Melhoria institucional e educacional é parte uma da outra. Transparência, império da lei, direito de propriedade, responsabilização das lideranças, são todos valores que podem ser difundidos na presença de um bom ambiente comercial. Mas não devem ser impostos nem se tornar impedimento para difusão de tecnologias e conhecimento. É bom para o mundo que a comunidade internacional esteja presente na África, e os Estados Unidos faziam falta por lá.
A boa globalização existe e deve juntar liberdade, autodeterminação, comercio e tecnologia como atestou o cientista Nicholas Negroponte, fundador do Laboratório de Mídia do MIT, quando confirmou que a simples distribuição de tablets para crianças pobres em comunidades isoladas da Etiópia teve efeito fascinante sobre o desenvolvimento de suas capacidades cognitivas. A possibilidade de aprender é inata; e a tecnologia está aí para trazer à tona toda a engenhosidade humana. Da mesma forma, a capacidade de avançar econômica e institucionalmente existe em todas as sociedades; a cooperação externa por meio de negócios razoáveis é fundamental para acelerar a maturação dessa qualidade.

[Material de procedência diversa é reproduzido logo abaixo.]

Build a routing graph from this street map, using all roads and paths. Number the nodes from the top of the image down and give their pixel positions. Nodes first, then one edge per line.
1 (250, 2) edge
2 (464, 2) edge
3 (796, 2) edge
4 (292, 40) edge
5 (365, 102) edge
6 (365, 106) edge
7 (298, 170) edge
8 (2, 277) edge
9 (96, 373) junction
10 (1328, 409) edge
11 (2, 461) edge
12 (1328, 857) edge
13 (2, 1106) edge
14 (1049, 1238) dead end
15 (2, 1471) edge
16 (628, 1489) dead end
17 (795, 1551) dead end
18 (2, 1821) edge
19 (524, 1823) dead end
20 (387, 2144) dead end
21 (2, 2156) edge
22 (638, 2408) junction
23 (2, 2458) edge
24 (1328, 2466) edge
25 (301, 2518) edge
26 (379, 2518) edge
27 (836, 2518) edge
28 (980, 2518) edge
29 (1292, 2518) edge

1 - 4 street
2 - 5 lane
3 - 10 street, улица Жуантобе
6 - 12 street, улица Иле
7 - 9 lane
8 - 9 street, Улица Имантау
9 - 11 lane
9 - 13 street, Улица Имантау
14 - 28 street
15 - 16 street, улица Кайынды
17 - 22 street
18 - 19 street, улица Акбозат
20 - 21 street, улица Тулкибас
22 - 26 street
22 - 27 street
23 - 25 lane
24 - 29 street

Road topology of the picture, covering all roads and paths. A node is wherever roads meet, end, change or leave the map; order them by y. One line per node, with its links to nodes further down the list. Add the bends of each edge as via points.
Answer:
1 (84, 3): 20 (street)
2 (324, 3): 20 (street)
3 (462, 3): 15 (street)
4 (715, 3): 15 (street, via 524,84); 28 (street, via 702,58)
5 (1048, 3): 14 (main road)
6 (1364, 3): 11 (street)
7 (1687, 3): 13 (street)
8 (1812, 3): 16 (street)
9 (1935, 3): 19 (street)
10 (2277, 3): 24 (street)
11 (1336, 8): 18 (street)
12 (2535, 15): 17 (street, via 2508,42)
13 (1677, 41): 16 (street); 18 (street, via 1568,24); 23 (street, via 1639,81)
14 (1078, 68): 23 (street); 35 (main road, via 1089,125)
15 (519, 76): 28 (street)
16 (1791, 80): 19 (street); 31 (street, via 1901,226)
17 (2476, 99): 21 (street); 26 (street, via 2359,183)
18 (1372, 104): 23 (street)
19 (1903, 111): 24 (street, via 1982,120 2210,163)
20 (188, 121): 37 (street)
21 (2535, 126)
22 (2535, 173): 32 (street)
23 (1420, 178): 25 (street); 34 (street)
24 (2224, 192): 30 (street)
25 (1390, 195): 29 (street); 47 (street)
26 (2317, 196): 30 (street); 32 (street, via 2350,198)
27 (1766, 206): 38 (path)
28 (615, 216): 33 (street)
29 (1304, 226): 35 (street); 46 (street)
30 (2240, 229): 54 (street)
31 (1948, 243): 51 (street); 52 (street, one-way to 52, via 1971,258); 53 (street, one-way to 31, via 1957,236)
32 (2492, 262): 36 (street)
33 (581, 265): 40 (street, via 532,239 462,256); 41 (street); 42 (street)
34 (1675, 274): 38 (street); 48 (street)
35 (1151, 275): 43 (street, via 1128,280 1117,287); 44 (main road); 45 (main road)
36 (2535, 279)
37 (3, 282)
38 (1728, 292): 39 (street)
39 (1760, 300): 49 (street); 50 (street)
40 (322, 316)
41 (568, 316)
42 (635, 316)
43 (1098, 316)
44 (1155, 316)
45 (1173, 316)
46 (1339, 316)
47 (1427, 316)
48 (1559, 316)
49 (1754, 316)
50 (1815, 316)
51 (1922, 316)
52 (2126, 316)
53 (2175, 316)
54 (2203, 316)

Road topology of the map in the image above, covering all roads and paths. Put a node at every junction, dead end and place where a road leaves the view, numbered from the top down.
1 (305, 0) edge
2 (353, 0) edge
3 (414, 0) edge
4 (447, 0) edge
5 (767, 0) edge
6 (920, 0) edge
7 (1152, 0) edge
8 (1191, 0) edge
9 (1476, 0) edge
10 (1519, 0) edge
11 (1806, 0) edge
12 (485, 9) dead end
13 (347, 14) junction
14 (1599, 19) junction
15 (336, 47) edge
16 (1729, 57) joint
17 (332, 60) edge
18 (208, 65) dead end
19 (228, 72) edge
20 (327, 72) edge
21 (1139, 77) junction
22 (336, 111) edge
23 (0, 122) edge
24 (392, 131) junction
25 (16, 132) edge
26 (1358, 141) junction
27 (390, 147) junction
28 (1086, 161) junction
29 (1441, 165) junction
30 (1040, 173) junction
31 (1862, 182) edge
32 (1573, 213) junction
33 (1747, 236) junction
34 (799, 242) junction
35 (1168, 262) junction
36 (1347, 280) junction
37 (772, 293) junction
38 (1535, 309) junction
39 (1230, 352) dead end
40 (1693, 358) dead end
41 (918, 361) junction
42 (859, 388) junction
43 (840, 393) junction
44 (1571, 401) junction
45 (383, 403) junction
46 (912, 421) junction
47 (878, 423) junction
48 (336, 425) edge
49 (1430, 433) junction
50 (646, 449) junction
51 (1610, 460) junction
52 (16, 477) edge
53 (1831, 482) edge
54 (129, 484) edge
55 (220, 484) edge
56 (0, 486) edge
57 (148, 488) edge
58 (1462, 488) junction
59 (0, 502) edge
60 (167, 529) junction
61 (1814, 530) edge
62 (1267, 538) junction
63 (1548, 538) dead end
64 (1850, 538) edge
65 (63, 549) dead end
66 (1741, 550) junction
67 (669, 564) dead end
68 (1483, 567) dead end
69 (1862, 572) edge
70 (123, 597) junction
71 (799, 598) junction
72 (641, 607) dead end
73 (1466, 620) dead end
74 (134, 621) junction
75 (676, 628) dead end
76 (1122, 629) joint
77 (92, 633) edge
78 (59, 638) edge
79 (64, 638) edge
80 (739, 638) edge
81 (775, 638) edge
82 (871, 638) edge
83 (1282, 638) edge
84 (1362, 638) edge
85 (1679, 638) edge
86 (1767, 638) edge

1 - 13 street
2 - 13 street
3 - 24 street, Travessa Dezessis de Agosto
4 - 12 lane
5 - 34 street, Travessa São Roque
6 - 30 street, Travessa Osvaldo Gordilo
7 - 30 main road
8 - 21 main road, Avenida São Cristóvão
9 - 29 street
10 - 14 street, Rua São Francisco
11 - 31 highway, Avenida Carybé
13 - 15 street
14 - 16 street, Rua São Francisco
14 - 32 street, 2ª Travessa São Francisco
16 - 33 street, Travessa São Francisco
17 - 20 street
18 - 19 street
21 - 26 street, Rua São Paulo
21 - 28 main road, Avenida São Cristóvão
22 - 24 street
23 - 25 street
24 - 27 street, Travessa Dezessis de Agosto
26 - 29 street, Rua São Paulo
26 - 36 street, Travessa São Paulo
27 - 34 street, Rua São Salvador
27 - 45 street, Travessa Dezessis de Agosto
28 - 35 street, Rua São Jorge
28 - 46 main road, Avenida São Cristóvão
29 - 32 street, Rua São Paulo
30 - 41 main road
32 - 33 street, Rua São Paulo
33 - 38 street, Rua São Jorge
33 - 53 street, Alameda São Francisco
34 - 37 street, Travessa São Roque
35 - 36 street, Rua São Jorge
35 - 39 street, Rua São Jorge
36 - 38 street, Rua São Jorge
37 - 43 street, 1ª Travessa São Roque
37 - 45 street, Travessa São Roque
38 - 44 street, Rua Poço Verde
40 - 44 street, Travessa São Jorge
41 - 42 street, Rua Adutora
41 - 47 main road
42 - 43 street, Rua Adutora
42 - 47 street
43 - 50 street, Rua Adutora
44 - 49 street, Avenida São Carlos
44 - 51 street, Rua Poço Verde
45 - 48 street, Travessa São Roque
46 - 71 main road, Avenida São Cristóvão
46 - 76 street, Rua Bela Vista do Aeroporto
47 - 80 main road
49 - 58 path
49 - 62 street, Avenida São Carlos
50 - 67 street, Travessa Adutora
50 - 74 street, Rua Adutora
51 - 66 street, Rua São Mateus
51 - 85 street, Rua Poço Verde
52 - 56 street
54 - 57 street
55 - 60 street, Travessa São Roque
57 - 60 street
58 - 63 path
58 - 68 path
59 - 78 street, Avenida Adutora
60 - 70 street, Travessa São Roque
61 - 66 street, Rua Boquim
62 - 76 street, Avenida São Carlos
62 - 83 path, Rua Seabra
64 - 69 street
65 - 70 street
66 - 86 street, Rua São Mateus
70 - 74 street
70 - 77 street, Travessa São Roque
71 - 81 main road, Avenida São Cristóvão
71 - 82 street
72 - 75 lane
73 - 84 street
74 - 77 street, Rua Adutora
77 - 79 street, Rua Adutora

Superar a carência pela convivência com a fartura e ter o olho em um mundo melhor é o que deve orientar qualquer investimento na África. Abrir novos horizontes, oferecer outros exemplos de convivência econômica. Assim sempre foi a história de todos os países : a partir do momento que passaram a conviver com trocas internacionais comerciais mudou o destino das suas relações sociais. Comercio, riqueza e paz podem ser a mesma coisa.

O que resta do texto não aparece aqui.